SANAT NE DEMEK, SİZ KİMSİNİZ...



Ulan cahil de olsan seni severdim.Sevilmek istiyorsan, boş konuşma, yapılması gerekeni yap. Tamam benim sevgimi elbette umursamazsın. Umurumda da olmaz. Gel benim sokağımda sabah ve akşam çete gurubu gibi gezen ve huzuru, güvenliği altüst eden itleri evine götür cahil. Süs köpekleriyle tafra yapma müptezel yaratık. Sanatçı ol, sanatçı bozuntusu olma. Zaten kahir kahir ekseriyetinizin adı sanatçı. TV de görünüyorsunuz diye sanatçısınız. Oysa sanatçı olmak kolay ve beleş bir şey mi? Sanat ne demek hanginiz bilirsiniz? Oturup konuştuğunuzda iki kelimeyi bir edip cümle yapamayacak kadar malsınız. ********im gerçek bu. Nefretle söylüyorsam dünyanın en namussuz ve onursuz insanıyım. Hayır gerçek bu. Malsınız.
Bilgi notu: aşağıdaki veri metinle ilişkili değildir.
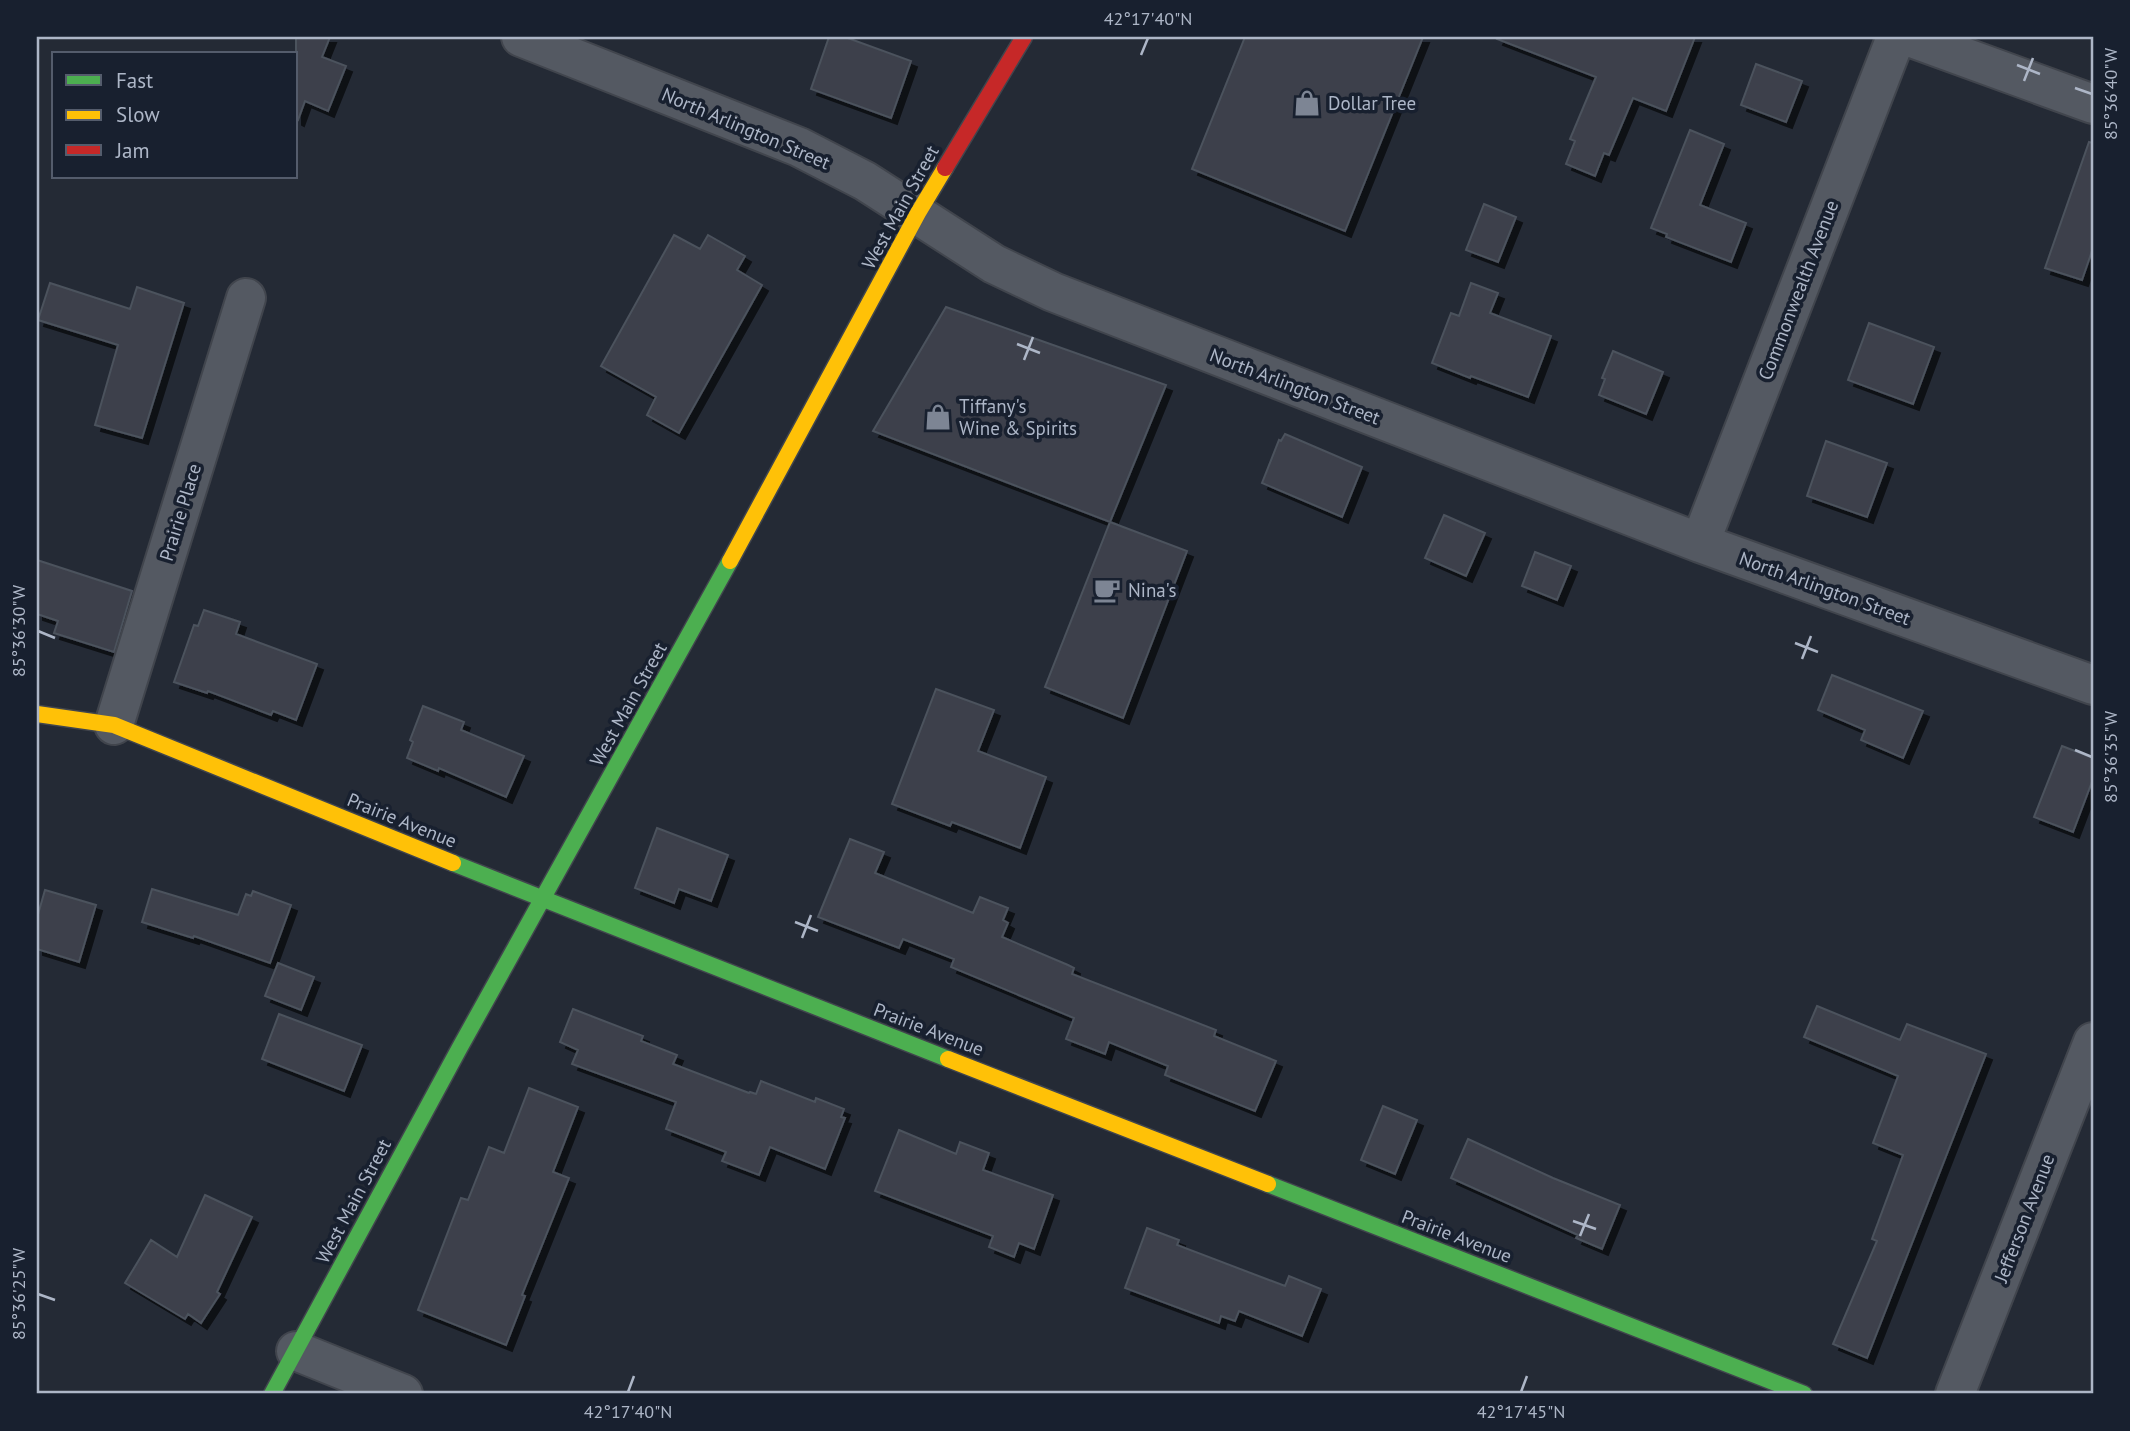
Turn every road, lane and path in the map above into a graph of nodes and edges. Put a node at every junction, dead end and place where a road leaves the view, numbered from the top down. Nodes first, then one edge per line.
1 (521, 37) edge
2 (1024, 37) edge
3 (1896, 37) edge
4 (1909, 37) edge
5 (2093, 104) edge
6 (918, 213) junction
7 (246, 298) dead end
8 (1700, 543) junction
9 (2093, 685) edge
10 (37, 714) edge
11 (114, 725) junction
12 (543, 900) junction
13 (2093, 1042) edge
14 (296, 1351) junction
15 (272, 1394) edge
16 (403, 1394) edge
17 (1804, 1394) edge
18 (1955, 1394) edge

1 - 6 street, North Arlington Street
2 - 6 street, West Main Street
3 - 8 street, Commonwealth Avenue
4 - 5 street
6 - 8 street, North Arlington Street
6 - 12 street, West Main Street
7 - 11 street, Prairie Place
8 - 9 street, North Arlington Street
10 - 11 street, Prairie Avenue
11 - 12 street, Prairie Avenue
12 - 14 street, West Main Street
12 - 17 street, Prairie Avenue
13 - 18 street, Jefferson Avenue
14 - 15 street, West Main Street
14 - 16 street

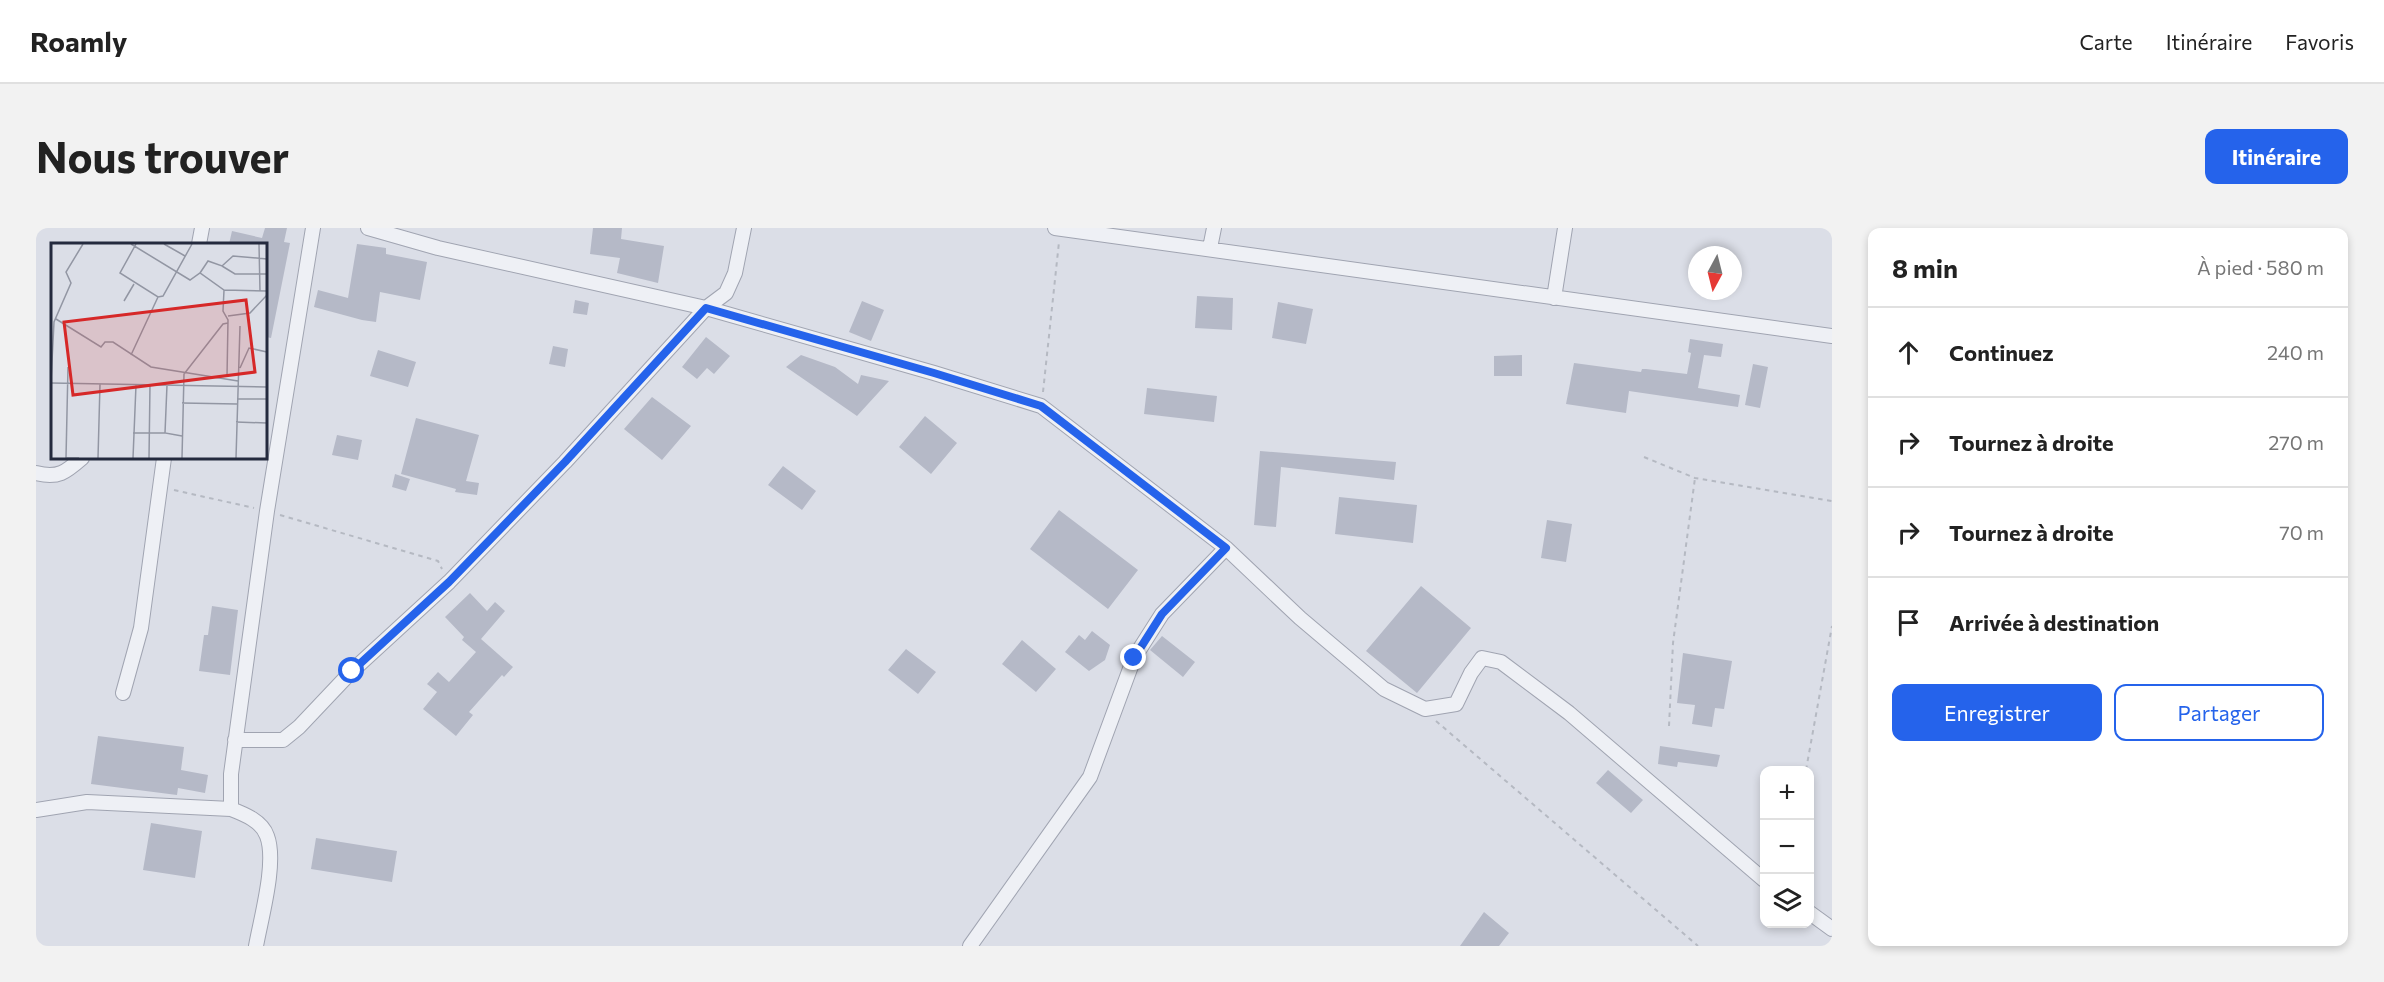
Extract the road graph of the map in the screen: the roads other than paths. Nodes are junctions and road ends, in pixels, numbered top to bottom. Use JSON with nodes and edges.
{"nodes":[{"id":1,"x":202,"y":228,"type":"edge"},
{"id":2,"x":313,"y":228,"type":"edge"},
{"id":3,"x":368,"y":228,"type":"edge"},
{"id":4,"x":744,"y":228,"type":"edge"},
{"id":5,"x":1055,"y":228,"type":"edge"},
{"id":6,"x":1214,"y":228,"type":"edge"},
{"id":7,"x":1565,"y":228,"type":"edge"},
{"id":8,"x":1068,"y":229,"type":"edge"},
{"id":9,"x":199,"y":243,"type":"edge"},
{"id":10,"x":1210,"y":248,"type":"junction"},
{"id":11,"x":1554,"y":298,"type":"junction"},
{"id":12,"x":706,"y":308,"type":"junction"},
{"id":13,"x":1832,"y":336,"type":"edge"},
{"id":14,"x":81,"y":459,"type":"edge"},
{"id":15,"x":164,"y":459,"type":"edge"},
{"id":16,"x":36,"y":473,"type":"edge"},
{"id":17,"x":1226,"y":548,"type":"junction"},
{"id":18,"x":123,"y":693,"type":"dead end"},
{"id":19,"x":236,"y":740,"type":"junction"},
{"id":20,"x":231,"y":808,"type":"junction"},
{"id":21,"x":36,"y":810,"type":"edge"},
{"id":22,"x":1760,"y":877,"type":"edge"},
{"id":23,"x":1814,"y":916,"type":"edge"},
{"id":24,"x":1832,"y":929,"type":"edge"},
{"id":25,"x":256,"y":946,"type":"edge"},
{"id":26,"x":970,"y":946,"type":"edge"}],
"edges":[{"from":1,"to":9,"type":"street"},
{"from":2,"to":19,"type":"street"},
{"from":3,"to":12,"type":"street"},
{"from":4,"to":12,"type":"street"},
{"from":5,"to":8,"type":"street"},
{"from":6,"to":10,"type":"street"},
{"from":7,"to":11,"type":"street"},
{"from":8,"to":10,"type":"street"},
{"from":10,"to":11,"type":"street"},
{"from":11,"to":13,"type":"street"},
{"from":12,"to":17,"type":"street"},
{"from":12,"to":19,"type":"street"},
{"from":14,"to":16,"type":"street"},
{"from":15,"to":18,"type":"street"},
{"from":17,"to":22,"type":"street"},
{"from":17,"to":26,"type":"street"},
{"from":19,"to":20,"type":"street"},
{"from":20,"to":21,"type":"street"},
{"from":20,"to":25,"type":"street"},
{"from":23,"to":24,"type":"street"}]}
Ekranlara çıkıyorsunuz diye o payeniz var. Hak ettiğiniz için değil. Parayı basıyorlar, öttürüyorlar. Haddizatında en derinlerde ***** bir tezgah bu da. İzah ve izhar etsem apışıp kalırsınız, ki idrake zekanız da kifayetsiz kalır. Kapitalizmin çocuklarısınız kahir kahir ekseriyetiniz. Sanat nedir deseler, zekice bir tarifiniz çıkmaz. Ancak boş beleş işlerde bomboş konuşursunuz. Yav zaten insanlık niye böyle? Siyasal, sanatsal, dinsel, servetsel olarak cahillerin sultası altında olduğu için. Bu toplumsal alanların hiçbirinde akıllının sözü yok, hükmü geçmiyor. İnsanlık her yerde ve yönde cahillerin elinde maalesef. Dördüncü sınıf yaratıklar, birinci sınıf beyinleri eziyorlar. Son tahlilde; cehennemi yaşıyoruz insanlık olarak, ne acı. Elbette insanlıkta bu durumdan dolayı suçlu. Çünkü cehalete prim veriyorlar, zekaya değil. Layık yani yaşadıklarına. Tüm insanlık cahil ve rezil filhakika.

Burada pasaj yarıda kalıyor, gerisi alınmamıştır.